Obviously it would have to be encrypted, for security reasons, and I would likely do it with a key file, similar to SSH. Furthermore, the CRC hashes would be taken of both the encrypted, and unencrypted files. So, when the user decides to make a new file, the system would generate a CRC of the file, encrypt it, using the key file, download a list of (for example) 20 hosts, with enough space to store the file, send it to two of them, with the CRC, who then generate the same CRC on the encrypted file, and if the two match, store it. If they don't request the file is resent. Then, the user can view all of his/her files stored on the network, via a mountpoint (likely, I will write a driver that can match this in the fstab; Windows might come later, but I'm a Linux developer when not OSDevving). When a file is requested, one of the machines storing the file is selected, at random, and requested to send the encrypted file back. This will then check the users credentials, to make sure that the file really belongs to them (custom file system is probably in order, likely a modification of EXT4 or BtrFS), regenerates a CRC hash, and check that it matches the one on disk. If it does, send the hash, and the encrypted file to the users machine, which then generates another hash. If it doesn't match, tell the user, and use the other machine. If the user generated hash doesn't match the one sent down the wire, request a retransmit. The users machine will then decrypt the file, with the key file, and check the unencrypted hash as well.
I know it sounds complicated (at least, to me it does), but I think this could be quite useful for storage management, and backups. By donating a drive/partition to the system, and getting the equivalent storage space in return, automatically backed up (as I said, I don't know if it will be a full backup, or parity files/RAID system-esque), for better security, and better disaster-proofing.

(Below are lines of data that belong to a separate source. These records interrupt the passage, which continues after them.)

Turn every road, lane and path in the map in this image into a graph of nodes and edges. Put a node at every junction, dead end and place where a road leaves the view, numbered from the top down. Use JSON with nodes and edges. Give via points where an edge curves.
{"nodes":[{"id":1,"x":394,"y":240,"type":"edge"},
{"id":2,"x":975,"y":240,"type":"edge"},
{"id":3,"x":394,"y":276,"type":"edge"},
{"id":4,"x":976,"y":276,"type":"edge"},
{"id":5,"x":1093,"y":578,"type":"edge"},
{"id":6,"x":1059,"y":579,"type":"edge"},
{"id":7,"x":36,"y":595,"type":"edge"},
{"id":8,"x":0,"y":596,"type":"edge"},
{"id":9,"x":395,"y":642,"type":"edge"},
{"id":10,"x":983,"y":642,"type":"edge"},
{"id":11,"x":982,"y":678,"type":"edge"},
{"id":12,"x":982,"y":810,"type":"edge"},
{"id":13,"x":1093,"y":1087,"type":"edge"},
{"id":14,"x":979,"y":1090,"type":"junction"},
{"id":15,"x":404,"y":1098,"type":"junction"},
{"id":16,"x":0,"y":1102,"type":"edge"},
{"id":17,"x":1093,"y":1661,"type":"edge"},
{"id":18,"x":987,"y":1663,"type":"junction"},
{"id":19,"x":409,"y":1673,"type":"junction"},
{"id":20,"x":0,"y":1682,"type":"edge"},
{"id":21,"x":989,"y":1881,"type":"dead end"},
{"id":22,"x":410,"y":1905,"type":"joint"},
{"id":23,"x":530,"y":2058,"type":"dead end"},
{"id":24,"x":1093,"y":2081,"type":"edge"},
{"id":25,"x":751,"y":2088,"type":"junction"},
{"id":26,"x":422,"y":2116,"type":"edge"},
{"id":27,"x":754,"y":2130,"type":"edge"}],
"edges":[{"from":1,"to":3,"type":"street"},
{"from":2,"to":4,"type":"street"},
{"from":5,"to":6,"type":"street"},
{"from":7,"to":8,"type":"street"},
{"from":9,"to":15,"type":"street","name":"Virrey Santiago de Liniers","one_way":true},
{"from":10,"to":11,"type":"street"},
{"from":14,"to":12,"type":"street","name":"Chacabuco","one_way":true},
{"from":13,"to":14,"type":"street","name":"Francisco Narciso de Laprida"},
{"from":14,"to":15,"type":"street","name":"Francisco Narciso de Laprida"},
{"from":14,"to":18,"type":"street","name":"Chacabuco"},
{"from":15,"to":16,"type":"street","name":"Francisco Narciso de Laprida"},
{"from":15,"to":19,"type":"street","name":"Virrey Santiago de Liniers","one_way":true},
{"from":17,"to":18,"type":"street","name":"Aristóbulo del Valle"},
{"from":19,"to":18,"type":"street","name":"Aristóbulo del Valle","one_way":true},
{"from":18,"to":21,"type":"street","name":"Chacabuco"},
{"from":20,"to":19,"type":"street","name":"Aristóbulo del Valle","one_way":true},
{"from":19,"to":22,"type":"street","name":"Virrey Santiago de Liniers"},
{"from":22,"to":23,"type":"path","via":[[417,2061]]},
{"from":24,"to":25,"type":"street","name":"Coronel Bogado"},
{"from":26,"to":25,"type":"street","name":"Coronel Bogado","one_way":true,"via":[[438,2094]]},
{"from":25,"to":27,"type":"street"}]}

Obviously, a list of hosts will have to be generated, so I intend to tackle this problem like this: when the user downloads the source/binaries (I intend to open source the whole thing, as closed source defeats the whole idea), a list of servers will also be downloaded. These servers maintain a list of machine id->ip address mappings, which are consulted. When a user stores a file, an entry is generated on the server, tracking which machine stores the file, which then propagates to all other servers. When a machine changes IP address, it contacts the server, which updates this. The user also gets the choice of becoming a hosts server themselves, which would also grant them some storage. Obviously, as the network grows, these servers would become more distributed; each server would store a subsection of hosts, and a subsection of files, and the system itself would ensure that each entry is stored at least 2-3 times for redundancy.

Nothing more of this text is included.